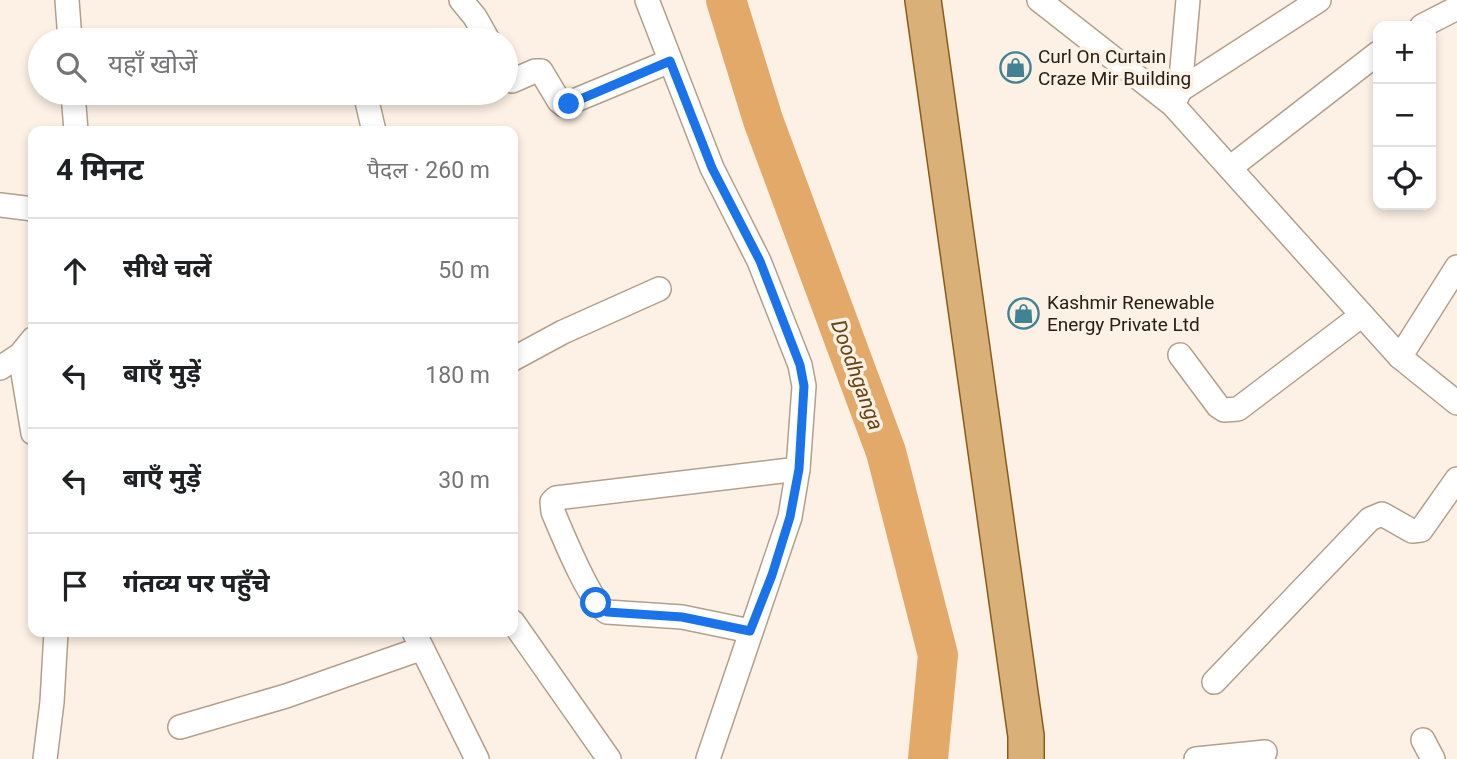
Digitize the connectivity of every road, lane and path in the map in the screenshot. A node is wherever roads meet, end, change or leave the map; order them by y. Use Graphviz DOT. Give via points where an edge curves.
graph roads {
  1 [pos="66,0"];
  2 [pos="461,0"];
  3 [pos="647,0"];
  4 [pos="923,0"];
  5 [pos="1039,0"];
  6 [pos="1188,0"];
  7 [pos="1319,0"];
  8 [pos="1457,8"];
  9 [pos="1432,21"];
  10 [pos="68,28"];
  11 [pos="481,28"];
  12 [pos="1373,57"];
  13 [pos="670,61"];
  14 [pos="518,78"];
  15 [pos="1177,97"];
  16 [pos="75,105"];
  17 [pos="368,105"];
  18 [pos="76,126"];
  19 [pos="373,126"];
  20 [pos="1231,167"];
  21 [pos="0,205"];
  22 [pos="28,208"];
  23 [pos="1457,267"];
  24 [pos="659,289"];
  25 [pos="1362,315"];
  26 [pos="27,347"];
  27 [pos="1180,355"];
  28 [pos="518,356"];
  29 [pos="1400,357"];
  30 [pos="0,368"];
  31 [pos="1457,403"];
  32 [pos="799,469"];
  33 [pos="1457,479"];
  34 [pos="518,629"];
  35 [pos="750,631"];
  36 [pos="56,637"];
  37 [pos="417,640"];
  38 [pos="1214,682"];
  39 [pos="180,727"];
  40 [pos="1265,752"];
  41 [pos="45,759"];
  42 [pos="477,759"];
  43 [pos="609,759"];
  44 [pos="708,759"];
  45 [pos="1026,759"];
  46 [pos="1196,759"];
  1 -- 10 [label="street"];
  2 -- 11 [label="street"];
  3 -- 13 [label="street"];
  4 -- 45 [label="main road"];
  5 -- 15 [label="street"];
  6 -- 15 [label="street"];
  7 -- 15 [label="street"];
  8 -- 9 [label="street"];
  12 -- 20 [label="street"];
  13 -- 14 [label="street" via="564,105 541,71"];
  13 -- 32 [label="street" via="712,168 760,261 800,365 805,406"];
  15 -- 20 [label="street"];
  16 -- 18 [label="street"];
  17 -- 19 [label="street"];
  20 -- 25 [label="street"];
  21 -- 22 [label="street"];
  23 -- 29 [label="street"];
  24 -- 28 [label="street"];
  25 -- 27 [label="street" via="1238,409 1218,406"];
  25 -- 29 [label="street"];
  26 -- 30 [label="street"];
  29 -- 31 [label="street"];
  32 -- 35 [label="street" via="790,517"];
  32 -- 35 [label="street" via="552,502 602,609 682,617"];
  33 -- 38 [label="street" via="1421,530 1412,531 1382,514 1370,519"];
  34 -- 43 [label="street"];
  35 -- 44 [label="street"];
  36 -- 41 [label="street"];
  37 -- 39 [label="street" via="286,696"];
  37 -- 42 [label="street"];
  40 -- 46 [label="street"];
}
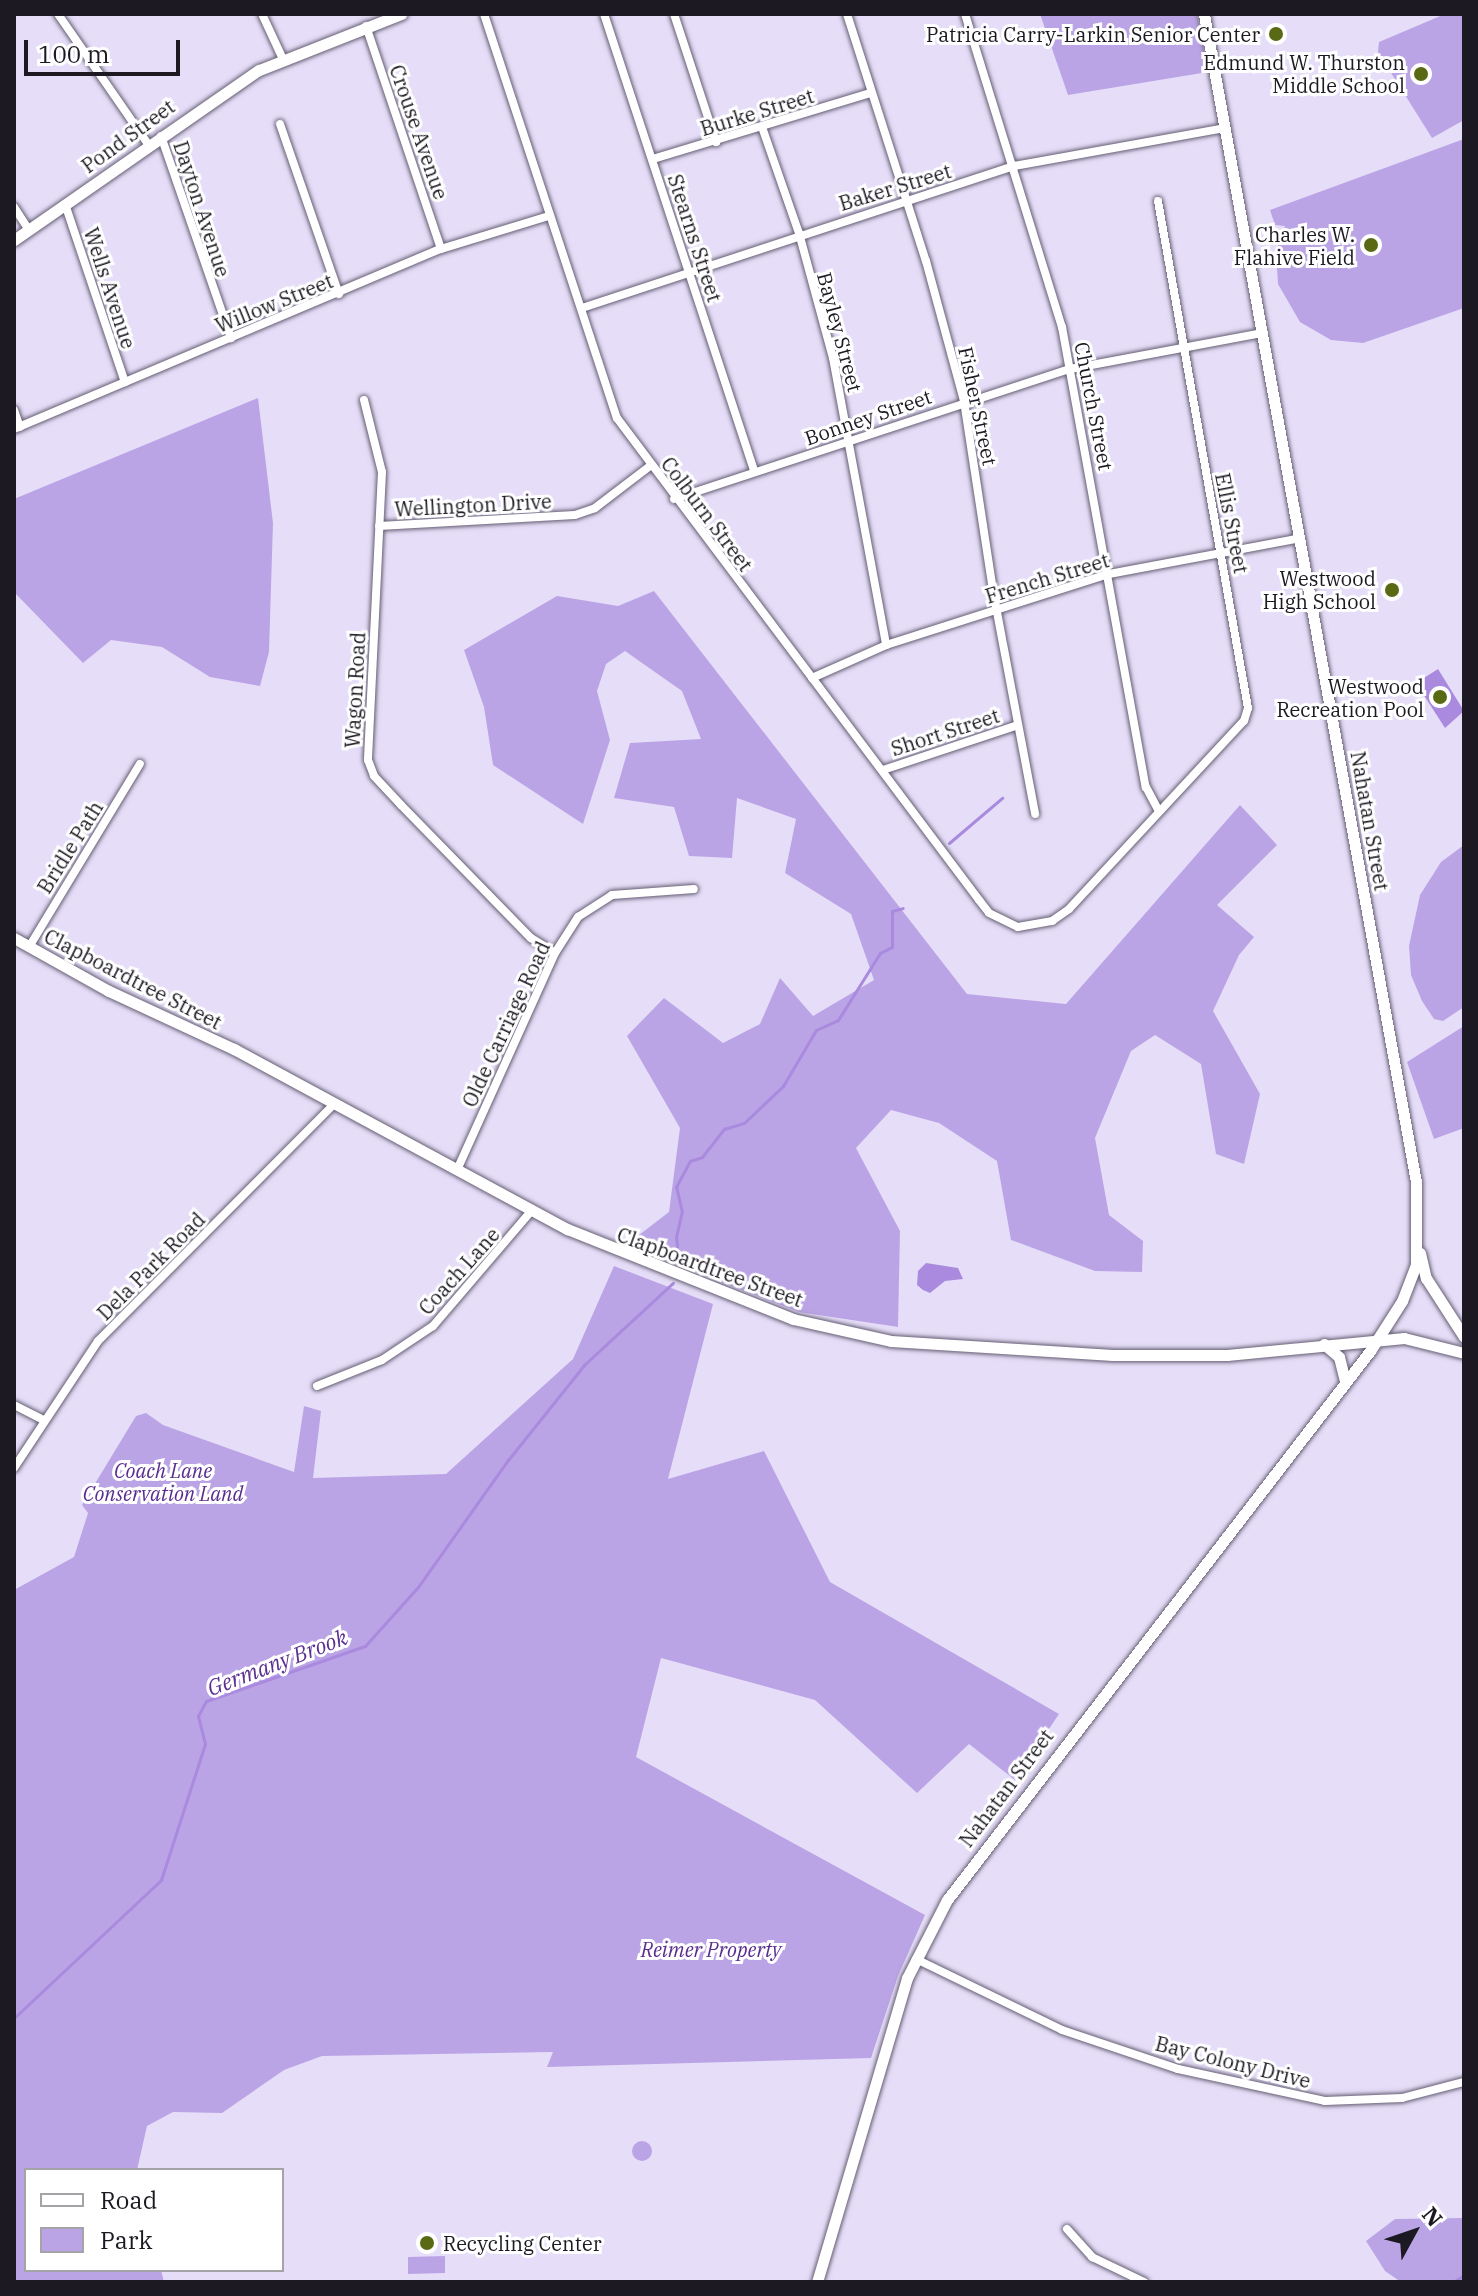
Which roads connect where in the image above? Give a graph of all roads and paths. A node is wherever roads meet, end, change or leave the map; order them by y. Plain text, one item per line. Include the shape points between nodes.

● ● ● ●

» Work required:
Leave every picture out. Retype the remaining data exactly.

» Answer to this problem:
Digitize the connectivity of every road, lane and path in the map in the screenshot. A node is wherever roads meet, end, change or leave the map; order them by y. Use Graphviz DOT. Give via points where an edge curves.
graph roads {
  1 [pos="66,0"];
  2 [pos="461,0"];
  3 [pos="647,0"];
  4 [pos="923,0"];
  5 [pos="1039,0"];
  6 [pos="1188,0"];
  7 [pos="1319,0"];
  8 [pos="1457,8"];
  9 [pos="1432,21"];
  10 [pos="68,28"];
  11 [pos="481,28"];
  12 [pos="1373,57"];
  13 [pos="670,61"];
  14 [pos="518,78"];
  15 [pos="1177,97"];
  16 [pos="75,105"];
  17 [pos="368,105"];
  18 [pos="76,126"];
  19 [pos="373,126"];
  20 [pos="1231,167"];
  21 [pos="0,205"];
  22 [pos="28,208"];
  23 [pos="1457,267"];
  24 [pos="659,289"];
  25 [pos="1362,315"];
  26 [pos="27,347"];
  27 [pos="1180,355"];
  28 [pos="518,356"];
  29 [pos="1400,357"];
  30 [pos="0,368"];
  31 [pos="1457,403"];
  32 [pos="799,469"];
  33 [pos="1457,479"];
  34 [pos="518,629"];
  35 [pos="750,631"];
  36 [pos="56,637"];
  37 [pos="417,640"];
  38 [pos="1214,682"];
  39 [pos="180,727"];
  40 [pos="1265,752"];
  41 [pos="45,759"];
  42 [pos="477,759"];
  43 [pos="609,759"];
  44 [pos="708,759"];
  45 [pos="1026,759"];
  46 [pos="1196,759"];
  1 -- 10 [label="street"];
  2 -- 11 [label="street"];
  3 -- 13 [label="street"];
  4 -- 45 [label="main road"];
  5 -- 15 [label="street"];
  6 -- 15 [label="street"];
  7 -- 15 [label="street"];
  8 -- 9 [label="street"];
  12 -- 20 [label="street"];
  13 -- 14 [label="street" via="564,105 541,71"];
  13 -- 32 [label="street" via="712,168 760,261 800,365 805,406"];
  15 -- 20 [label="street"];
  16 -- 18 [label="street"];
  17 -- 19 [label="street"];
  20 -- 25 [label="street"];
  21 -- 22 [label="street"];
  23 -- 29 [label="street"];
  24 -- 28 [label="street"];
  25 -- 27 [label="street" via="1238,409 1218,406"];
  25 -- 29 [label="street"];
  26 -- 30 [label="street"];
  29 -- 31 [label="street"];
  32 -- 35 [label="street" via="790,517"];
  32 -- 35 [label="street" via="552,502 602,609 682,617"];
  33 -- 38 [label="street" via="1421,530 1412,531 1382,514 1370,519"];
  34 -- 43 [label="street"];
  35 -- 44 [label="street"];
  36 -- 41 [label="street"];
  37 -- 39 [label="street" via="286,696"];
  37 -- 42 [label="street"];
  40 -- 46 [label="street"];
}
Which roads connect where in the image above? Give a graph of all roads and paths. A node is wherever roads meet, end, change or leave the map; order them by y. Plain text, one item per line. Include the shape points between nodes.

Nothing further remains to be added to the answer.